Working from the listing below, pick each line containing the word "main" and copy it.

*** Available data

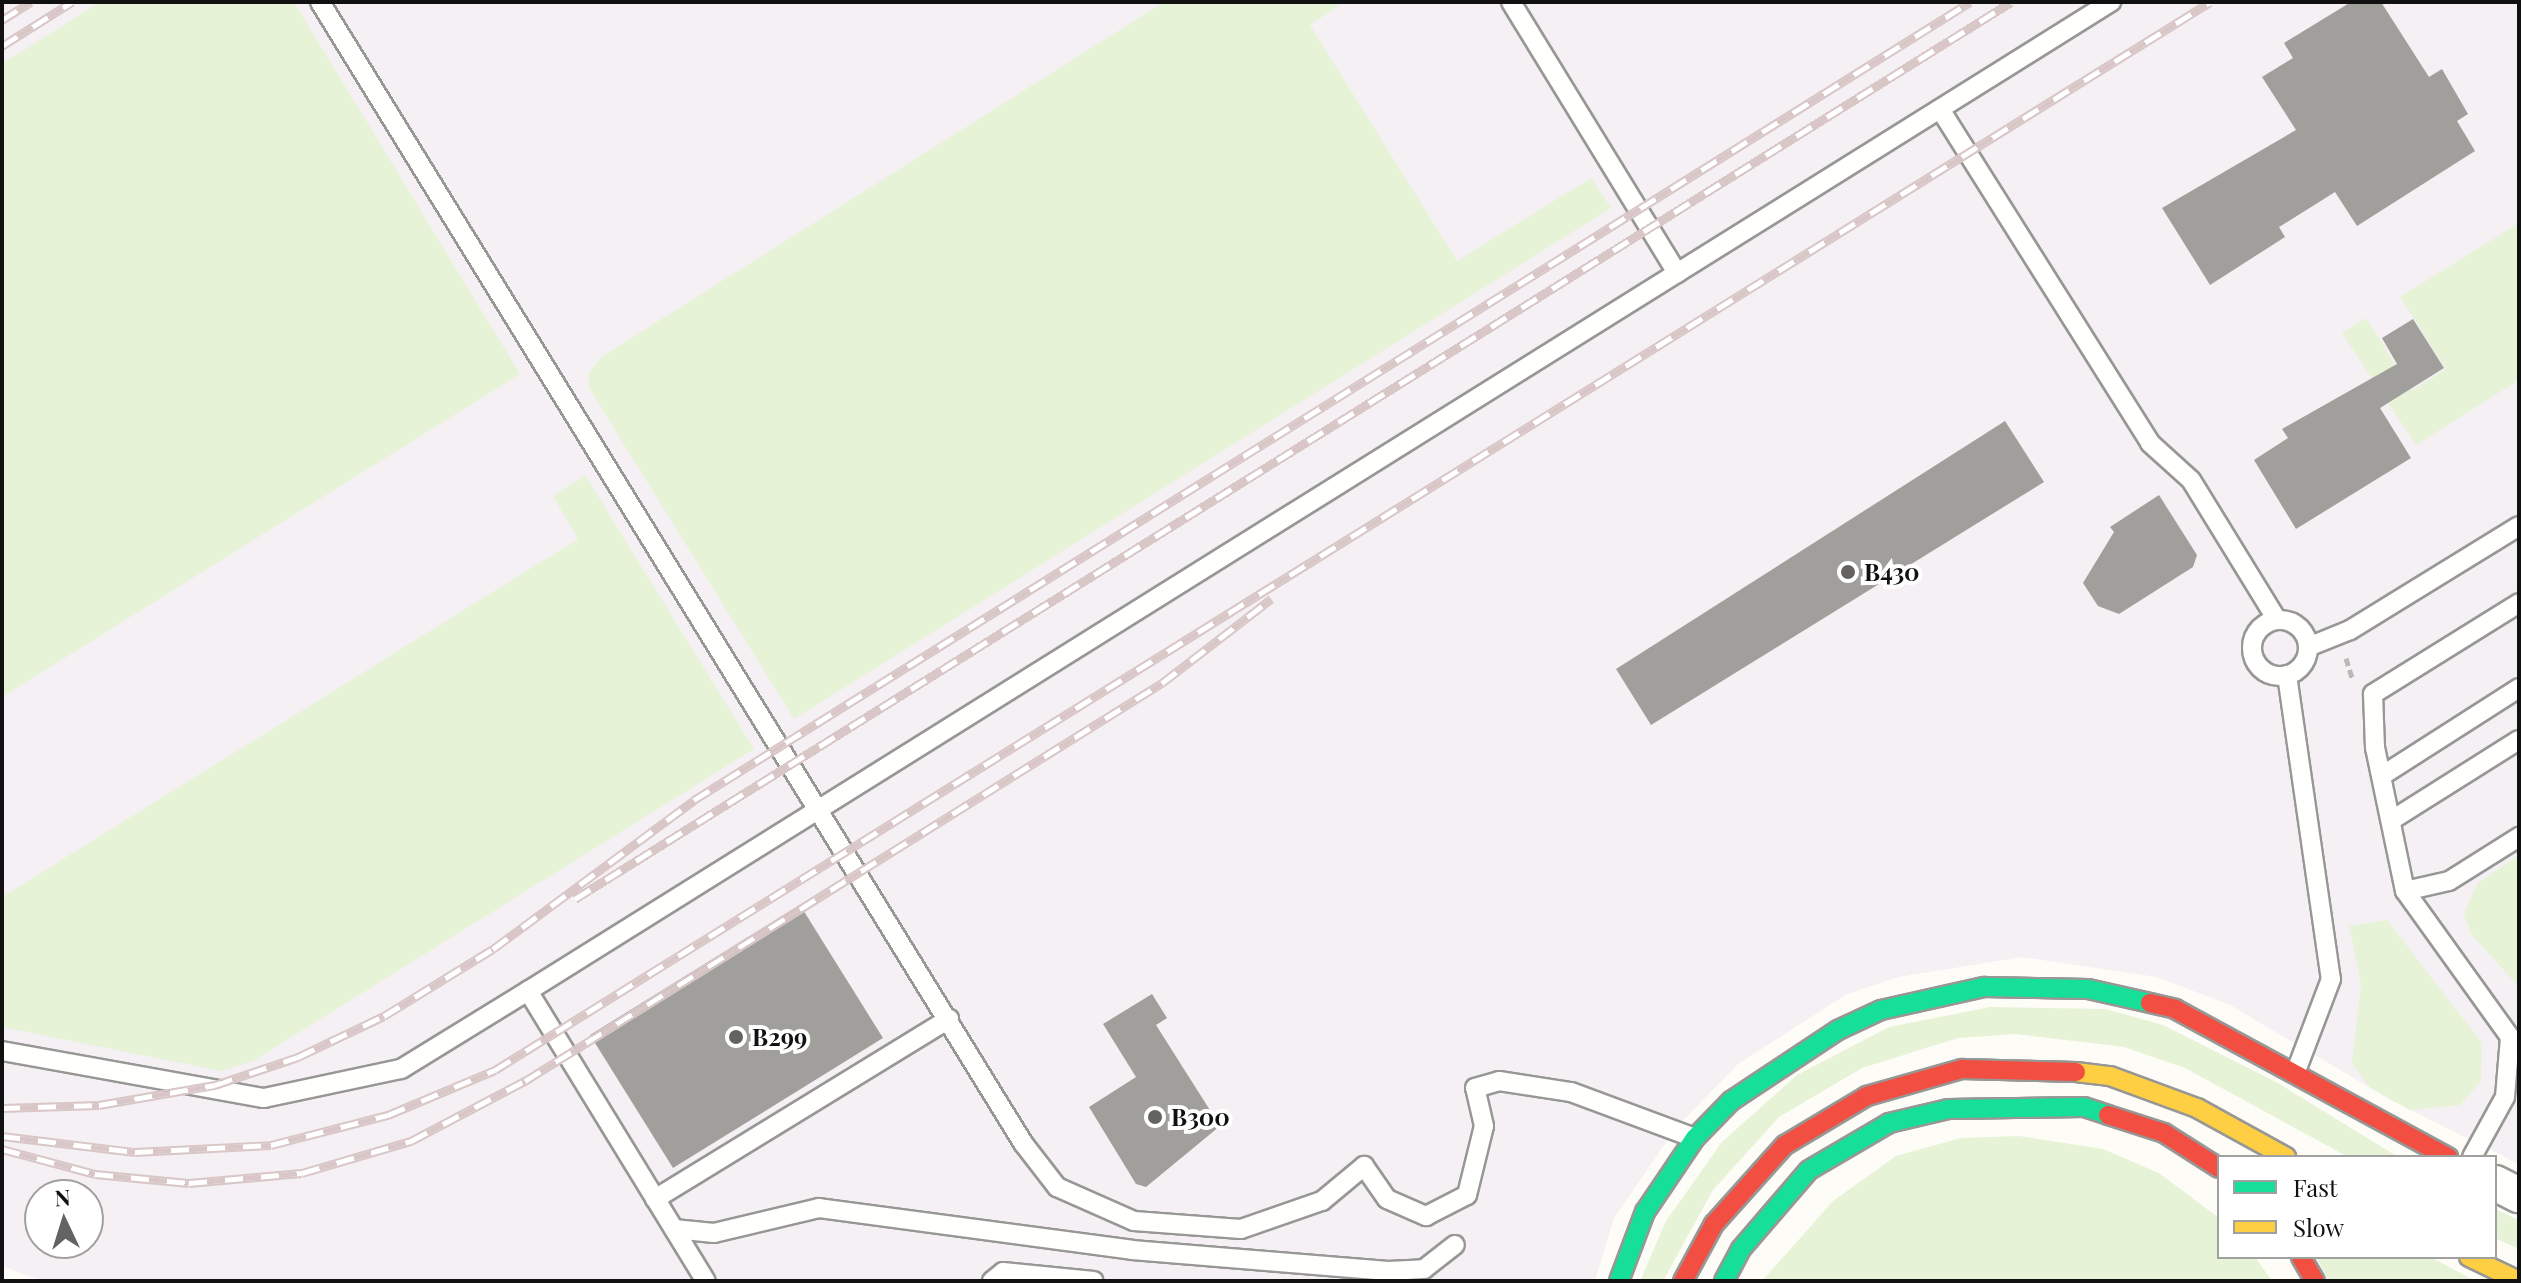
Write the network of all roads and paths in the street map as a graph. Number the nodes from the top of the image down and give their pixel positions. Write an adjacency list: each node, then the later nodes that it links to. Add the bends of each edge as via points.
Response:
1 (320, 2): 14 (lane)
2 (1511, 2): 5 (lane)
3 (2111, 2): 4 (lane)
4 (1940, 109): 5 (lane); 8 (lane, via 2150,443 2191,480)
5 (1677, 273): 14 (lane)
6 (2519, 526): 9 (lane, via 2350,630)
7 (2519, 603): 13 (lane, via 2373,694)
8 (2277, 620): 9 (lane, via 2295,624); 10 (lane, via 2255,635 2253,653 2262,668)
9 (2308, 647): 10 (lane, via 2303,664)
10 (2287, 675): 21 (lane, via 2331,979)
11 (2519, 688): 13 (lane)
12 (2519, 740): 15 (lane)
13 (2383, 775): 15 (lane)
14 (822, 809): 18 (lane); 19 (lane)
15 (2395, 818): 17 (lane)
16 (2519, 837): 17 (lane, via 2449,881)
17 (2405, 891): 25 (lane, via 2510,1037 2505,1097)
18 (528, 991): 20 (lane, via 401,1069 264,1098); 29 (lane)
19 (949, 1019): 22 (lane, via 1057,1187 1134,1221 1241,1229 1322,1201 1364,1166 1387,1199 1426,1216 1467,1195 1484,1126 1475,1088 1538,1084); 29 (lane)
20 (2, 1051)
21 (2296, 1071): 22 (main road, via 2228,1032 2132,997 1984,987 1881,1010 1838,1030 1768,1073); 24 (main road)
22 (1695, 1138): 37 (main road, via 1645,1212)
23 (2282, 1155): 38 (main road, via 2197,1108 2110,1076 2020,1065 1962,1069 1867,1096 1785,1145 1714,1224)
24 (2444, 1155)
25 (2473, 1155)
26 (2217, 1167): 39 (main road, via 2164,1133 2084,1107 1948,1109 1889,1123 1809,1170 1741,1249)
27 (2497, 1184): 28 (street)
28 (2519, 1195)
29 (655, 1199): 30 (lane)
30 (674, 1229): 31 (lane, via 714,1233 819,1208 1132,1250 1388,1271 1424,1269); 34 (lane)
31 (1455, 1245)
32 (2302, 1259): 40 (main road)
33 (2473, 1259): 41 (main road)
34 (706, 1281)
35 (992, 1281): 36 (lane, via 1003,1272)
36 (1094, 1281)
37 (1619, 1281)
38 (1683, 1281)
39 (1724, 1281)
40 (2315, 1281)
41 (2519, 1281)

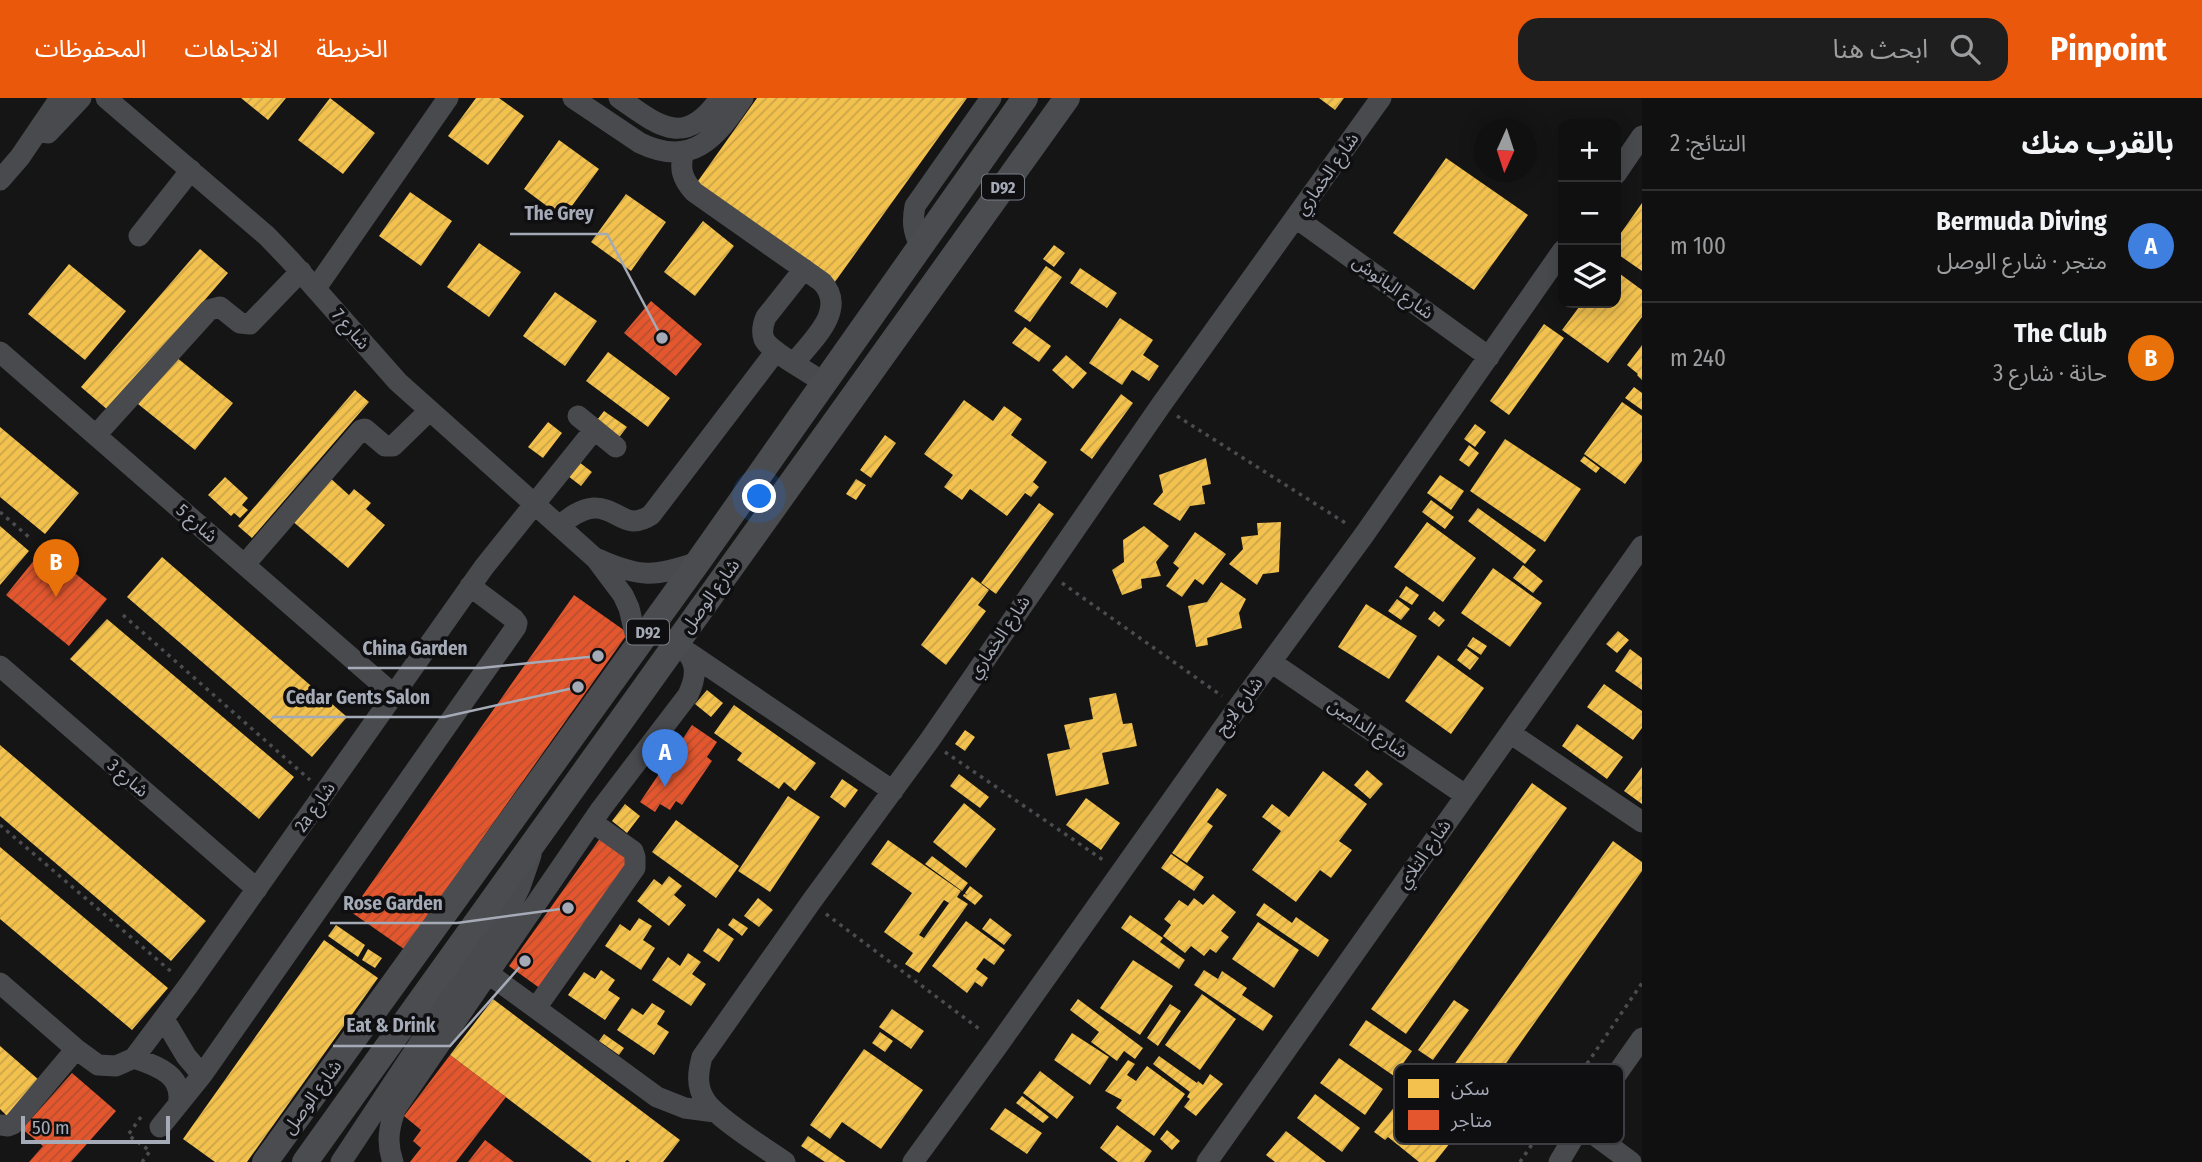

******

- [Expected answer]
21 (2296, 1071): 22 (main road, via 2228,1032 2132,997 1984,987 1881,1010 1838,1030 1768,1073); 24 (main road)
22 (1695, 1138): 37 (main road, via 1645,1212)
23 (2282, 1155): 38 (main road, via 2197,1108 2110,1076 2020,1065 1962,1069 1867,1096 1785,1145 1714,1224)
26 (2217, 1167): 39 (main road, via 2164,1133 2084,1107 1948,1109 1889,1123 1809,1170 1741,1249)
32 (2302, 1259): 40 (main road)
33 (2473, 1259): 41 (main road)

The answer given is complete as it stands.